Mike Roberson

Personal information
- Born: March 25, 1956 (age 70) Winter Park, Florida, United States

Sport
- Sport: Track and field

Medal record
Representing United States
Pan American Games
| Gold medal – first place | 1979 San Juan | 4x100m relay |
Summer Universiade
| Gold medal – first place | 1979 Mexico City | 100m |

= Mike Roberson =

American sprinter

Mike Roberson (born March 25, 1956) was an American former sprinter. He was a very talented track athlete for his high school, Winter Park, and college. His university was the Florida State.

At Winter Park, Roberson competed in the 120-yard high hurdles, and the 100- and 220-yard sprint races. At the state meet in 1975, Roberson set a national high school record of 13.2 s in the 120 hurdles plus recording the outstanding times of 9.4 s for the 100 y and 21.1 s for the 220 y. Also in 1975, Robertson clocked a high-school record for the 100 y at 9.2 s and equalled the then records for the 120 y hurdles (his new record was pending) and 220 y.

Roberson was a key member of the Florida State track team during his years there, 1976–1980, setting college indoor and outdoor records in the 60, 100, and 200 m, and Metro Conference records in the 100 and 200 m. His greatest triumph was winning the 1980 NCAA (United States college) title at 200 m.

Roberson also triumphed on the international stage by winning gold in the 100 m at the 1979 World University Games and as part of the winning United States 4 × 100 m relay team at the 1979 Pan American Games.

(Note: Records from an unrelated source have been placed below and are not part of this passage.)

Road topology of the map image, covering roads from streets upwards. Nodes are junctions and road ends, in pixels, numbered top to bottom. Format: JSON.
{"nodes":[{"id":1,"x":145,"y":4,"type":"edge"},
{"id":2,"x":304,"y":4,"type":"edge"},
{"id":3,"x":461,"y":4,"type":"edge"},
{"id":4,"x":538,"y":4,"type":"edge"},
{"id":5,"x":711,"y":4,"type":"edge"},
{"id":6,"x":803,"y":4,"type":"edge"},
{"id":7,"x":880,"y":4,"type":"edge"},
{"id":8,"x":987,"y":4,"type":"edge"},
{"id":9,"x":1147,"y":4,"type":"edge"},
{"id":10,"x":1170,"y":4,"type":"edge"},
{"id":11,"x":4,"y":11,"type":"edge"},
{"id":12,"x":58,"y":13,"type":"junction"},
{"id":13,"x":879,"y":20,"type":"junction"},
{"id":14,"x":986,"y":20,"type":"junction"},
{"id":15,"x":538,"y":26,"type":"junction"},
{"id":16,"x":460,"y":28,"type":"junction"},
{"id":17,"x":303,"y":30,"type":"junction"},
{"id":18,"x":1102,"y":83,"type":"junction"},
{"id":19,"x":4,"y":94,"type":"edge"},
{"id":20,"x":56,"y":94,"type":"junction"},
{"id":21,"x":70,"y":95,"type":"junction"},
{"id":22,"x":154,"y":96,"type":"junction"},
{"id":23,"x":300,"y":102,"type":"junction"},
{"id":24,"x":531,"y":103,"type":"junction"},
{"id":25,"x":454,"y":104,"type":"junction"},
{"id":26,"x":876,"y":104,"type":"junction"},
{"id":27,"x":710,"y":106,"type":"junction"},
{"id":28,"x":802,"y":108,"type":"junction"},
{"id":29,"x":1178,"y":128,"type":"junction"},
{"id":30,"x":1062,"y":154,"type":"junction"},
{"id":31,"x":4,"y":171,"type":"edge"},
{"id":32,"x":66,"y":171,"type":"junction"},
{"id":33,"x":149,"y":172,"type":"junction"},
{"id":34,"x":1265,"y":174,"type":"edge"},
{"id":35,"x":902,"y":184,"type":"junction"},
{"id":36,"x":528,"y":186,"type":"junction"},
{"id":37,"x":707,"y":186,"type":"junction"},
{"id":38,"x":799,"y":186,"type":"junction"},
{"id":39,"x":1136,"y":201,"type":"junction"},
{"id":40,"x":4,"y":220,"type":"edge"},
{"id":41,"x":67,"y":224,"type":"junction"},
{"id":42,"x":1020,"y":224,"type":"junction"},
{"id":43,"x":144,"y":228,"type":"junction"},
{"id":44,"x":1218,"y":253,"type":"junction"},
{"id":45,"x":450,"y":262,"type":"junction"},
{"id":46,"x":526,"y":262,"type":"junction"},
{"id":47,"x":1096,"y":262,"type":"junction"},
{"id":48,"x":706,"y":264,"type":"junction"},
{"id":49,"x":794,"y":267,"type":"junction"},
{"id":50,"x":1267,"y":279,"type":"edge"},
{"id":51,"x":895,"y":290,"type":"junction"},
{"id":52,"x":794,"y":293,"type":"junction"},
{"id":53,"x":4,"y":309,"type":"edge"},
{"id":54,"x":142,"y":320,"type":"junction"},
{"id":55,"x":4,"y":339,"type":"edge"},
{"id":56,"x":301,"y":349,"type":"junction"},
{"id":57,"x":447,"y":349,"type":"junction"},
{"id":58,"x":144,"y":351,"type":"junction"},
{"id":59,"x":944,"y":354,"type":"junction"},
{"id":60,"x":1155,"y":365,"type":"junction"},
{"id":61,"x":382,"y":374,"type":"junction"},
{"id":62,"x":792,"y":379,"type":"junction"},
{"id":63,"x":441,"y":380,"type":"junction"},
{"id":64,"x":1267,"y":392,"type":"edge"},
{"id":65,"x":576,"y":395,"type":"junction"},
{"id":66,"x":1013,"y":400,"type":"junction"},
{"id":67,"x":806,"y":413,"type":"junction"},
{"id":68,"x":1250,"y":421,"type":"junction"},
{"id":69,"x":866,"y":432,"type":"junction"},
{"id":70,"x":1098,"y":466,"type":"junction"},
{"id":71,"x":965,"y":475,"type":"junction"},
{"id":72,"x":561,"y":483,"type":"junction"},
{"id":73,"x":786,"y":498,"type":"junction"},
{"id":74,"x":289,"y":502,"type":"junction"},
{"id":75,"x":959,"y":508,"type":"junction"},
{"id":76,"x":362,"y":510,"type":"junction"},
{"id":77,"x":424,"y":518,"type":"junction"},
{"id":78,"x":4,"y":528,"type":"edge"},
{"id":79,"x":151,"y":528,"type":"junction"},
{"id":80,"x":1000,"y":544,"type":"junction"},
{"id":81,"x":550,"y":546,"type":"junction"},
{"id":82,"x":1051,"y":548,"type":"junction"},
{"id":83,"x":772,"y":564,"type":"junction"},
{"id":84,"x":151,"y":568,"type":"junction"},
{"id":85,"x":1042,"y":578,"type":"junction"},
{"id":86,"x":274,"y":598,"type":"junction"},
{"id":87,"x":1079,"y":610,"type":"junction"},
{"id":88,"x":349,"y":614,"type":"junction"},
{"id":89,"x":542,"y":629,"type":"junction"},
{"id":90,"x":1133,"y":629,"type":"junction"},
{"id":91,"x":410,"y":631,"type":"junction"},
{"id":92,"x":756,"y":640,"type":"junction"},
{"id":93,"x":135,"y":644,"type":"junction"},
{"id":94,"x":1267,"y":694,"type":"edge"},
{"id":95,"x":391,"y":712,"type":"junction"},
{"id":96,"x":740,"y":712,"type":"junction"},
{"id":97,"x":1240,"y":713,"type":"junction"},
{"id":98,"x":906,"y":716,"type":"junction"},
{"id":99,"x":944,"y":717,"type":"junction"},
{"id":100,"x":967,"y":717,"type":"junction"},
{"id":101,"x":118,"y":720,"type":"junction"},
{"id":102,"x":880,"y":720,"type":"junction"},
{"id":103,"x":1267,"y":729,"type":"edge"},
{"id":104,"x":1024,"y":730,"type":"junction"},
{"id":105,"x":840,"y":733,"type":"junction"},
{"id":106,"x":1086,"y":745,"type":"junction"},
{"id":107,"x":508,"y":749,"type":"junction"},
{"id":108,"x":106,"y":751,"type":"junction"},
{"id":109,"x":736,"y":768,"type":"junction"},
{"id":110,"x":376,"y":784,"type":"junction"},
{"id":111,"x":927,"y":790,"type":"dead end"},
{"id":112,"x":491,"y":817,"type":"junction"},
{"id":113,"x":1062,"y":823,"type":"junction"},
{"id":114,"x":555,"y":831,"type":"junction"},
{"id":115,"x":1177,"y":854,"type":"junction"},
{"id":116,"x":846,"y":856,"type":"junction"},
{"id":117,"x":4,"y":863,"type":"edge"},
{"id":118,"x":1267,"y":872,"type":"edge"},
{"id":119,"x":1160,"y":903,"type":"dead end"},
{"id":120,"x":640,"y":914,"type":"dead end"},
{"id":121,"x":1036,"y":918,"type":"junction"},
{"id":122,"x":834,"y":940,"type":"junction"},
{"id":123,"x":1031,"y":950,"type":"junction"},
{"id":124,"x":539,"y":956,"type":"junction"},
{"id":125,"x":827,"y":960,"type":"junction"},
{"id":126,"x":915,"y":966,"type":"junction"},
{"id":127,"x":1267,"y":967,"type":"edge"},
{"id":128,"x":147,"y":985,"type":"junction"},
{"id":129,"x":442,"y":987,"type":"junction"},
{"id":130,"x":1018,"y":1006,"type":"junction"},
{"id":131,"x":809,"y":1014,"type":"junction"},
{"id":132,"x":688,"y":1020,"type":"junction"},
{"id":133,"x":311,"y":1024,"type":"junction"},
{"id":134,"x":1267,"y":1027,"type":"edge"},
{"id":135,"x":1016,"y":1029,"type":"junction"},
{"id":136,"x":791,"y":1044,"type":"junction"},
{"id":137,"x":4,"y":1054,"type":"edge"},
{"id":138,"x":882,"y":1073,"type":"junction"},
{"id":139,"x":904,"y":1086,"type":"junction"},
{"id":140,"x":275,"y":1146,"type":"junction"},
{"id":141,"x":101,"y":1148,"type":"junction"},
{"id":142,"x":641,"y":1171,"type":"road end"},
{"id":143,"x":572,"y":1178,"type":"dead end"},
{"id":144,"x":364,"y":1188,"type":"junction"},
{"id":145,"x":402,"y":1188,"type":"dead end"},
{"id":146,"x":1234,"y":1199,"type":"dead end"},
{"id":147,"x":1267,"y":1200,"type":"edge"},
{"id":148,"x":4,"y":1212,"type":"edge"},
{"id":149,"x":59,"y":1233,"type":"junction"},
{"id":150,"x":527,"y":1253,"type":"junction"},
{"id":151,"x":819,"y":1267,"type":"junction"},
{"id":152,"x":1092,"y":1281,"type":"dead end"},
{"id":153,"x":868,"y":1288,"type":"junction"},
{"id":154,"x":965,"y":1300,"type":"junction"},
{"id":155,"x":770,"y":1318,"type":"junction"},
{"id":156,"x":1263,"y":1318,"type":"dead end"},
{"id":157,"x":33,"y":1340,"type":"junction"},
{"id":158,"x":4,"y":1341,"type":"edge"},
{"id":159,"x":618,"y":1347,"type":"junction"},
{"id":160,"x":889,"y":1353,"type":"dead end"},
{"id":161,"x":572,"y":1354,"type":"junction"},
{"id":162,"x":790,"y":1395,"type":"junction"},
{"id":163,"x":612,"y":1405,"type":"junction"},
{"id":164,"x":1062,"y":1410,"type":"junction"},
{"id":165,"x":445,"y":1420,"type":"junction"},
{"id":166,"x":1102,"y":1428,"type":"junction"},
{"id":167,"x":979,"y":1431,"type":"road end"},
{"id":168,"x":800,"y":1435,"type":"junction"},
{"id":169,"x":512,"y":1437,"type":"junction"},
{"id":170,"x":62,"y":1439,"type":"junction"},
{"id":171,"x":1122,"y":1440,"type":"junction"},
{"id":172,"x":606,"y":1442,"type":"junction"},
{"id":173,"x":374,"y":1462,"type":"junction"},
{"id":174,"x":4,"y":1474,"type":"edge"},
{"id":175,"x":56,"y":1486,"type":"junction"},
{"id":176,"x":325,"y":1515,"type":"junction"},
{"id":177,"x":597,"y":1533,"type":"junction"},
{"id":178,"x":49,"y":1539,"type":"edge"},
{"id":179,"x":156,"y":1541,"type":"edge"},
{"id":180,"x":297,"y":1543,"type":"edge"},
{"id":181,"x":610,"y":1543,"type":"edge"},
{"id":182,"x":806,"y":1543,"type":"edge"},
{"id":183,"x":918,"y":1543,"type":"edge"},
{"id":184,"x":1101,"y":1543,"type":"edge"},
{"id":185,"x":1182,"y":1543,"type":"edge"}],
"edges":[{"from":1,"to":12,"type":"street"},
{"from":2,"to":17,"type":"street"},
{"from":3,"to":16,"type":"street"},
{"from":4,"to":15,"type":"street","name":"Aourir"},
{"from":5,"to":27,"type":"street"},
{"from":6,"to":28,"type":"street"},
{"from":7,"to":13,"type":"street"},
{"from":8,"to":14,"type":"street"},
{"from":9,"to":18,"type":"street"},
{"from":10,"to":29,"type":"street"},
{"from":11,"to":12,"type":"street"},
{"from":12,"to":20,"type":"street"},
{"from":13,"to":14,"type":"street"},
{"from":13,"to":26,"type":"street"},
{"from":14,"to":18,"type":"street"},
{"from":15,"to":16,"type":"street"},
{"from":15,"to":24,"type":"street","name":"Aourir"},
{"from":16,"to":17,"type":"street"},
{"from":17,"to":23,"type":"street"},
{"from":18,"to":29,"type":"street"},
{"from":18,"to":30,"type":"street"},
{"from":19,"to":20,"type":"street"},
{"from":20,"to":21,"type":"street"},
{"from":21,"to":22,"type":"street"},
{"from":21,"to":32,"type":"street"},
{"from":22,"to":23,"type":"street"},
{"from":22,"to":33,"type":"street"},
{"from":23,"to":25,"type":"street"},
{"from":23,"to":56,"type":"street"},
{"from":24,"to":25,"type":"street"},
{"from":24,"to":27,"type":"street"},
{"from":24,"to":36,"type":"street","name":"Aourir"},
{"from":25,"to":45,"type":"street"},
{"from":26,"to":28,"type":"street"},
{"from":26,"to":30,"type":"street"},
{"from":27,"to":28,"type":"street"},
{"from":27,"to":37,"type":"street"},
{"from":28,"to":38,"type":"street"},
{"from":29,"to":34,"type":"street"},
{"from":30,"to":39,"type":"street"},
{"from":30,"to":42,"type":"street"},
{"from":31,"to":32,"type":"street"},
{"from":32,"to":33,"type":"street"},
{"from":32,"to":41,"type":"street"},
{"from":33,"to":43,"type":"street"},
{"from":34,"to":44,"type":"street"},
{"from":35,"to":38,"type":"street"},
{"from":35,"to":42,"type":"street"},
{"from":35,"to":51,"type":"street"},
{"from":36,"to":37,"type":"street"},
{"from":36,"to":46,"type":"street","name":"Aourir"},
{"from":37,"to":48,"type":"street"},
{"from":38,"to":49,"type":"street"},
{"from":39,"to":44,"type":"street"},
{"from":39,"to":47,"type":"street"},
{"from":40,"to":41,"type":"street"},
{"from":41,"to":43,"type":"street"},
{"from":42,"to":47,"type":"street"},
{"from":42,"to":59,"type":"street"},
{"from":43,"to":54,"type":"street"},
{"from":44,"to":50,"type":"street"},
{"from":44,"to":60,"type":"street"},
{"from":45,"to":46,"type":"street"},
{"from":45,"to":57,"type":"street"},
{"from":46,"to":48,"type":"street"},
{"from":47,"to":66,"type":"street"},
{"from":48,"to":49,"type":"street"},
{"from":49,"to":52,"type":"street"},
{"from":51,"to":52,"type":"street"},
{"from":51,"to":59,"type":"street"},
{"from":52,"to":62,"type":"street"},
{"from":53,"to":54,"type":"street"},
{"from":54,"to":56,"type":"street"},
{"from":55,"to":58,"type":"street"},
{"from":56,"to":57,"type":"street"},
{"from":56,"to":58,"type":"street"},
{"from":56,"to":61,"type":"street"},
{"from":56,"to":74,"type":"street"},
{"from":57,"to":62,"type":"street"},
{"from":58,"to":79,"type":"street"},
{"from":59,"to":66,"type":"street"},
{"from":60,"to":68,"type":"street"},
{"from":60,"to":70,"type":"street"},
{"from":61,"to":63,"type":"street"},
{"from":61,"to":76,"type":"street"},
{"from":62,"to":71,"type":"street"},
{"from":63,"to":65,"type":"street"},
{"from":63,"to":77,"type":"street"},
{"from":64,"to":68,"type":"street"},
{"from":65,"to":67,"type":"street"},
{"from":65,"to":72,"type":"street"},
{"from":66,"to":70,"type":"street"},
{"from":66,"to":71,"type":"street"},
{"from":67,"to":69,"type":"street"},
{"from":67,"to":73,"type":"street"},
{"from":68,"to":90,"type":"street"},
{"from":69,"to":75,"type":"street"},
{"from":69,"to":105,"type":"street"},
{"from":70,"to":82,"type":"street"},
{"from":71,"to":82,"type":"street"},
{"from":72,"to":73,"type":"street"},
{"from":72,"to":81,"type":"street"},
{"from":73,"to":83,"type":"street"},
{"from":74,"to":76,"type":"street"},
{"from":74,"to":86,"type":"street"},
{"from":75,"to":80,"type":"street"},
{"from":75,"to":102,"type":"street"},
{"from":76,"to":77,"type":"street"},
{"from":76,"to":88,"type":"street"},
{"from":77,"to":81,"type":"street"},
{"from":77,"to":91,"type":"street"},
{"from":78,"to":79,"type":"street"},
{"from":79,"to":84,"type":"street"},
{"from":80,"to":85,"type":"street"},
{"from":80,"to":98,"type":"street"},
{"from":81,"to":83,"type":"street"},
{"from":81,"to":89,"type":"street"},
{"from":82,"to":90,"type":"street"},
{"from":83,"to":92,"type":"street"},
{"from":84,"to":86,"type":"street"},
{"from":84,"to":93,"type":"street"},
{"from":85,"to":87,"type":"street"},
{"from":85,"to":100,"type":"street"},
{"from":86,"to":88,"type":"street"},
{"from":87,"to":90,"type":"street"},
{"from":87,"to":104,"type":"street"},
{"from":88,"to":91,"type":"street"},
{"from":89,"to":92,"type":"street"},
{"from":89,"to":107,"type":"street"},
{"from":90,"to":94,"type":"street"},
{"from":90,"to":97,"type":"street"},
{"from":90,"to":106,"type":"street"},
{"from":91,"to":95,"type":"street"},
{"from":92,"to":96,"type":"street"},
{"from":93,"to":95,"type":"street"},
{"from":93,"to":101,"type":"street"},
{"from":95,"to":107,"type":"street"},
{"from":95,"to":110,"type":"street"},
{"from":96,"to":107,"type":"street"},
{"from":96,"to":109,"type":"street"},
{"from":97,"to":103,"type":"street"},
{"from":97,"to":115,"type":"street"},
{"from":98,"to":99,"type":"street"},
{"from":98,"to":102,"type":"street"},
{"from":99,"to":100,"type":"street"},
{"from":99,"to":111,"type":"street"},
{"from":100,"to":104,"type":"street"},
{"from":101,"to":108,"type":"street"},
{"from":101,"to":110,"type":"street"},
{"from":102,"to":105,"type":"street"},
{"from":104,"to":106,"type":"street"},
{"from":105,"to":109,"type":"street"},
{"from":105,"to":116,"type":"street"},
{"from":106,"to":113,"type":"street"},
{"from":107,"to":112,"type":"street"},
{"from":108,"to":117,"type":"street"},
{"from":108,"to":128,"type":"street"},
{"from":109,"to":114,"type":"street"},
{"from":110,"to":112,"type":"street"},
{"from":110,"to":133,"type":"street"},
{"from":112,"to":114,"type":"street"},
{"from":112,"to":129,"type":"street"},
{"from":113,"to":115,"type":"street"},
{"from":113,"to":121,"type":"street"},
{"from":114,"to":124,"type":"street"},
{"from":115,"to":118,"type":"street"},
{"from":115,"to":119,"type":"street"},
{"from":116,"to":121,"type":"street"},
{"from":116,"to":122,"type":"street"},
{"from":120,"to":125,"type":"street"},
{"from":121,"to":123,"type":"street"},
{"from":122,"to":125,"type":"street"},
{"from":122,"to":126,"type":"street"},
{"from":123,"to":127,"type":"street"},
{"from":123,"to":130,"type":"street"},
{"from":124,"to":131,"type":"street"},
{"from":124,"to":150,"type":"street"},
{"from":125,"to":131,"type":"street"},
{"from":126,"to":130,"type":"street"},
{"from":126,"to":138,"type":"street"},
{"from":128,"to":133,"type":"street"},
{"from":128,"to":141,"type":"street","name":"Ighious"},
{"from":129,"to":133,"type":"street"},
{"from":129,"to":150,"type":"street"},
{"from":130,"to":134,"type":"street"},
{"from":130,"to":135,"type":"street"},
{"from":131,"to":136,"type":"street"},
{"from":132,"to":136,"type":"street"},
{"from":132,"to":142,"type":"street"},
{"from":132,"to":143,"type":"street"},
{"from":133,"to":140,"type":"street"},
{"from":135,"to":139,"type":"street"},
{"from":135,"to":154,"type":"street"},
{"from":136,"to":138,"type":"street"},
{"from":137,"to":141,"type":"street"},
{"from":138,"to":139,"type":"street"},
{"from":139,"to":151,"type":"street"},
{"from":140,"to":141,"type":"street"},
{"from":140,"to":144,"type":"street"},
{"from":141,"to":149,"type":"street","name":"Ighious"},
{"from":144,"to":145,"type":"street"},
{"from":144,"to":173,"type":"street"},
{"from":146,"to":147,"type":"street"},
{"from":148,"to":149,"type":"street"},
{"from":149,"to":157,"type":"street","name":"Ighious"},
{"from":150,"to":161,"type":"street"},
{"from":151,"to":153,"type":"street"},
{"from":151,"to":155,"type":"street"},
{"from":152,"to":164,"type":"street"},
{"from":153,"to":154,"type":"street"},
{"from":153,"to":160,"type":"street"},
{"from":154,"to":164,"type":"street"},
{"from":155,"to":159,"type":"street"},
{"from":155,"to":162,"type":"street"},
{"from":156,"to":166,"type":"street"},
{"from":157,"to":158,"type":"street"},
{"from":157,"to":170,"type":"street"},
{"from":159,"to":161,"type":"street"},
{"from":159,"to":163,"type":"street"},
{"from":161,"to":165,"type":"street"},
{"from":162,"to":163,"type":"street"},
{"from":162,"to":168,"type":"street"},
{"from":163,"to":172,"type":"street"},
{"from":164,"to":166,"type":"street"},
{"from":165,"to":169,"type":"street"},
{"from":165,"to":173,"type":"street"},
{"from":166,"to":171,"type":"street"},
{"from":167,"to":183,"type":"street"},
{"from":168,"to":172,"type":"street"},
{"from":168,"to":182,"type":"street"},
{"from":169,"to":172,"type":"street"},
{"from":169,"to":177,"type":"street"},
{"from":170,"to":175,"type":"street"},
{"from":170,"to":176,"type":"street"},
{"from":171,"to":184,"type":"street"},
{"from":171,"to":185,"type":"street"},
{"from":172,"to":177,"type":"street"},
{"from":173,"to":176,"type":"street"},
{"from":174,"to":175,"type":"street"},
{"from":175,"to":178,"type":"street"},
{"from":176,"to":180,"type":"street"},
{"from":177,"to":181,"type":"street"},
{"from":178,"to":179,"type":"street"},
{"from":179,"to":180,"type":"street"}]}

His triumphs as a high-school and college athlete in Florida were honoured by having a track meet named after him - the Mike Roberson Invitational. The meet was started by the former coach of his old high school, Winter Park, Bob Mosher.

In 1985, he was inducted into the Florida State University Hall of Fame.

In 1989, he was inducted into the Central Florida Sports Hall of Fame.

In 2010, he was inducted into the Winter Park Sports Hall of Fame.